ASSIGNED TASK | A complete answer lists every line of the entries below where the string "Pheasant" appears.

┌──

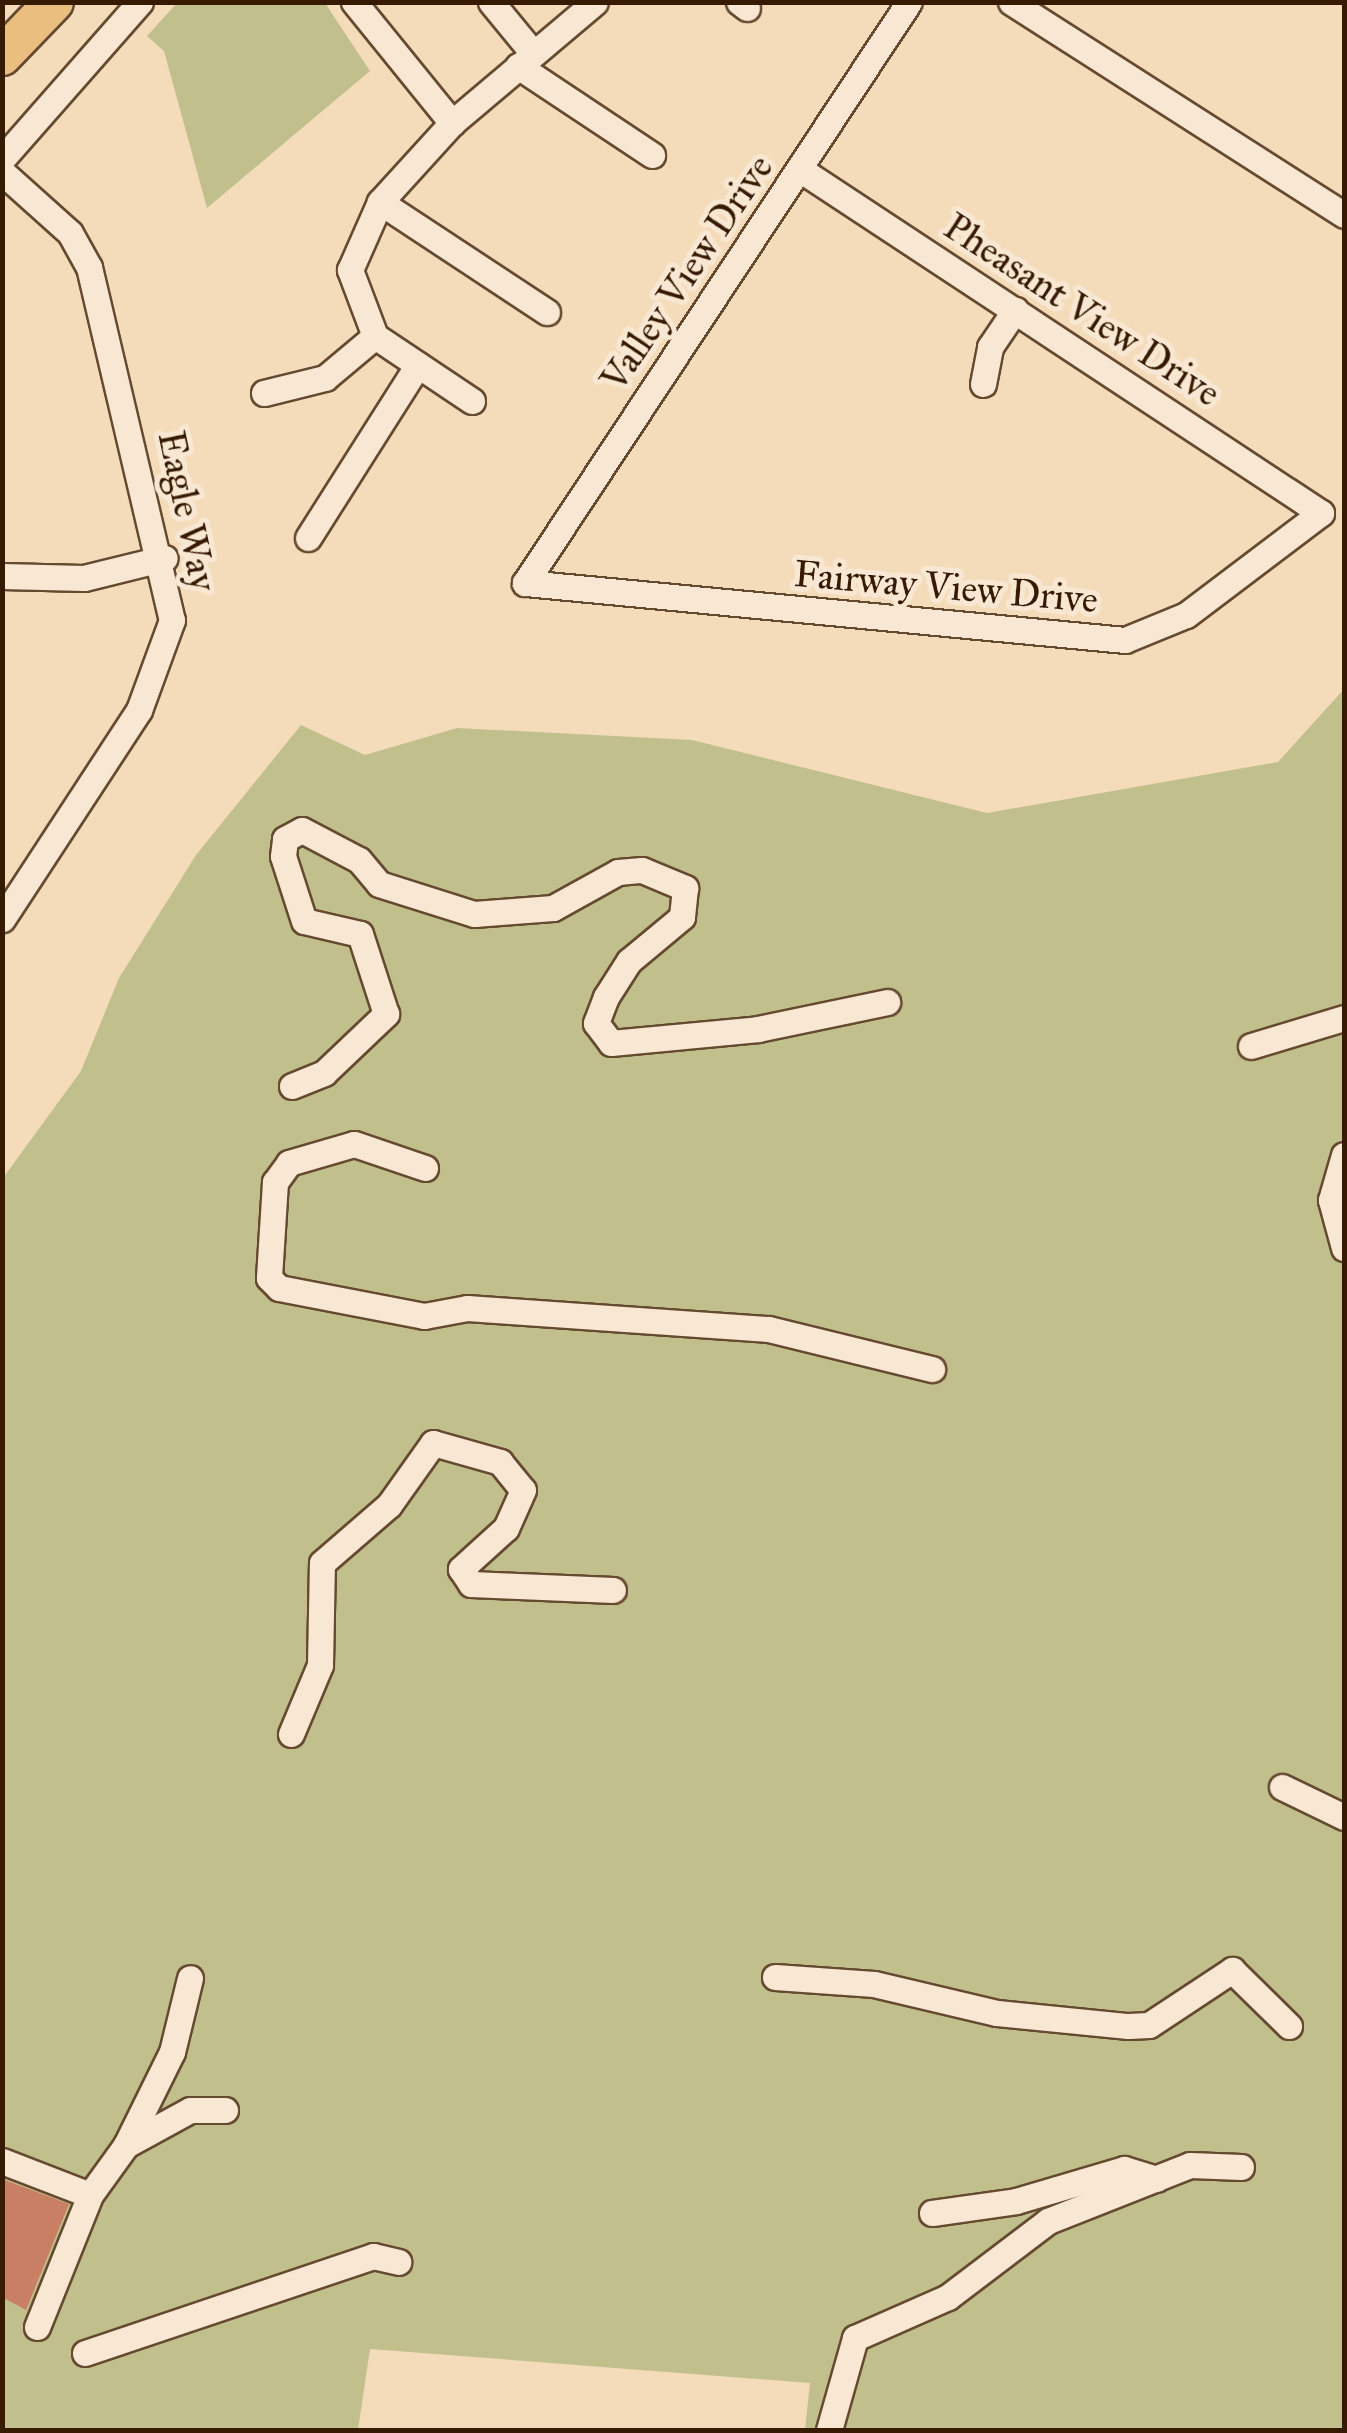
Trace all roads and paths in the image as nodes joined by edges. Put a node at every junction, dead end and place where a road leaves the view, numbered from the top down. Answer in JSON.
{"nodes":[{"id":1,"x":54,"y":2,"type":"edge"},
{"id":2,"x":140,"y":2,"type":"edge"},
{"id":3,"x":354,"y":2,"type":"edge"},
{"id":4,"x":492,"y":2,"type":"edge"},
{"id":5,"x":595,"y":2,"type":"edge"},
{"id":6,"x":909,"y":2,"type":"edge"},
{"id":7,"x":1012,"y":2,"type":"edge"},
{"id":8,"x":2,"y":56,"type":"edge"},
{"id":9,"x":526,"y":60,"type":"junction"},
{"id":10,"x":452,"y":124,"type":"junction"},
{"id":11,"x":652,"y":155,"type":"dead end"},
{"id":12,"x":2,"y":159,"type":"edge"},
{"id":13,"x":801,"y":170,"type":"junction"},
{"id":14,"x":2,"y":172,"type":"edge"},
{"id":15,"x":380,"y":202,"type":"junction"},
{"id":16,"x":1344,"y":216,"type":"edge"},
{"id":17,"x":1015,"y":310,"type":"junction"},
{"id":18,"x":547,"y":312,"type":"dead end"},
{"id":19,"x":375,"y":336,"type":"junction"},
{"id":20,"x":418,"y":365,"type":"junction"},
{"id":21,"x":983,"y":384,"type":"dead end"},
{"id":22,"x":264,"y":393,"type":"dead end"},
{"id":23,"x":472,"y":401,"type":"dead end"},
{"id":24,"x":1321,"y":513,"type":"joint"},
{"id":25,"x":308,"y":538,"type":"dead end"},
{"id":26,"x":164,"y":558,"type":"junction"},
{"id":27,"x":2,"y":576,"type":"edge"},
{"id":28,"x":525,"y":583,"type":"joint"},
{"id":29,"x":2,"y":919,"type":"edge"},
{"id":30,"x":886,"y":1002,"type":"dead end"},
{"id":31,"x":1344,"y":1018,"type":"edge"},
{"id":32,"x":1251,"y":1046,"type":"dead end"},
{"id":33,"x":292,"y":1086,"type":"dead end"},
{"id":34,"x":1344,"y":1155,"type":"edge"},
{"id":35,"x":425,"y":1168,"type":"dead end"},
{"id":36,"x":1344,"y":1248,"type":"edge"},
{"id":37,"x":932,"y":1369,"type":"dead end"},
{"id":38,"x":613,"y":1590,"type":"dead end"},
{"id":39,"x":291,"y":1734,"type":"dead end"},
{"id":40,"x":1282,"y":1787,"type":"dead end"},
{"id":41,"x":1344,"y":1817,"type":"edge"},
{"id":42,"x":775,"y":1977,"type":"dead end"},
{"id":43,"x":190,"y":1978,"type":"dead end"},
{"id":44,"x":1290,"y":2026,"type":"dead end"},
{"id":45,"x":224,"y":2110,"type":"dead end"},
{"id":46,"x":126,"y":2145,"type":"junction"},
{"id":47,"x":2,"y":2162,"type":"edge"},
{"id":48,"x":1241,"y":2167,"type":"dead end"},
{"id":49,"x":1156,"y":2178,"type":"junction"},
{"id":50,"x":90,"y":2195,"type":"junction"},
{"id":51,"x":932,"y":2213,"type":"dead end"},
{"id":52,"x":398,"y":2262,"type":"dead end"},
{"id":53,"x":37,"y":2328,"type":"dead end"},
{"id":54,"x":85,"y":2352,"type":"dead end"},
{"id":55,"x":829,"y":2430,"type":"edge"}],
"edges":[{"from":1,"to":8,"type":"highway"},
{"from":2,"to":12,"type":"street"},
{"from":3,"to":10,"type":"street"},
{"from":4,"to":9,"type":"street"},
{"from":5,"to":9,"type":"street"},
{"from":6,"to":13,"type":"street","name":"Valley View Drive"},
{"from":7,"to":16,"type":"street"},
{"from":9,"to":10,"type":"street"},
{"from":9,"to":11,"type":"street"},
{"from":10,"to":15,"type":"street"},
{"from":13,"to":17,"type":"street","name":"Pheasant View Drive"},
{"from":13,"to":28,"type":"street","name":"Valley View Drive"},
{"from":14,"to":26,"type":"street","name":"Eagle Way"},
{"from":15,"to":18,"type":"street"},
{"from":15,"to":19,"type":"street"},
{"from":17,"to":21,"type":"street"},
{"from":17,"to":24,"type":"street","name":"Pheasant View Drive"},
{"from":19,"to":20,"type":"street"},
{"from":19,"to":22,"type":"street"},
{"from":20,"to":23,"type":"street"},
{"from":20,"to":25,"type":"street"},
{"from":24,"to":28,"type":"street","name":"Fairway View Drive"},
{"from":26,"to":27,"type":"street"},
{"from":26,"to":29,"type":"street","name":"Eagle Way"},
{"from":30,"to":33,"type":"street"},
{"from":31,"to":32,"type":"street"},
{"from":34,"to":36,"type":"street"},
{"from":35,"to":37,"type":"street"},
{"from":38,"to":39,"type":"street"},
{"from":40,"to":41,"type":"street"},
{"from":42,"to":44,"type":"street"},
{"from":43,"to":46,"type":"street"},
{"from":45,"to":46,"type":"street"},
{"from":46,"to":50,"type":"street"},
{"from":47,"to":50,"type":"street"},
{"from":48,"to":49,"type":"street"},
{"from":49,"to":51,"type":"street"},
{"from":49,"to":55,"type":"street"},
{"from":50,"to":53,"type":"street"},
{"from":52,"to":54,"type":"street"}]}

└──

SOLVED EXERCISE |
{"from":13,"to":17,"type":"street","name":"Pheasant View Drive"},
{"from":17,"to":24,"type":"street","name":"Pheasant View Drive"},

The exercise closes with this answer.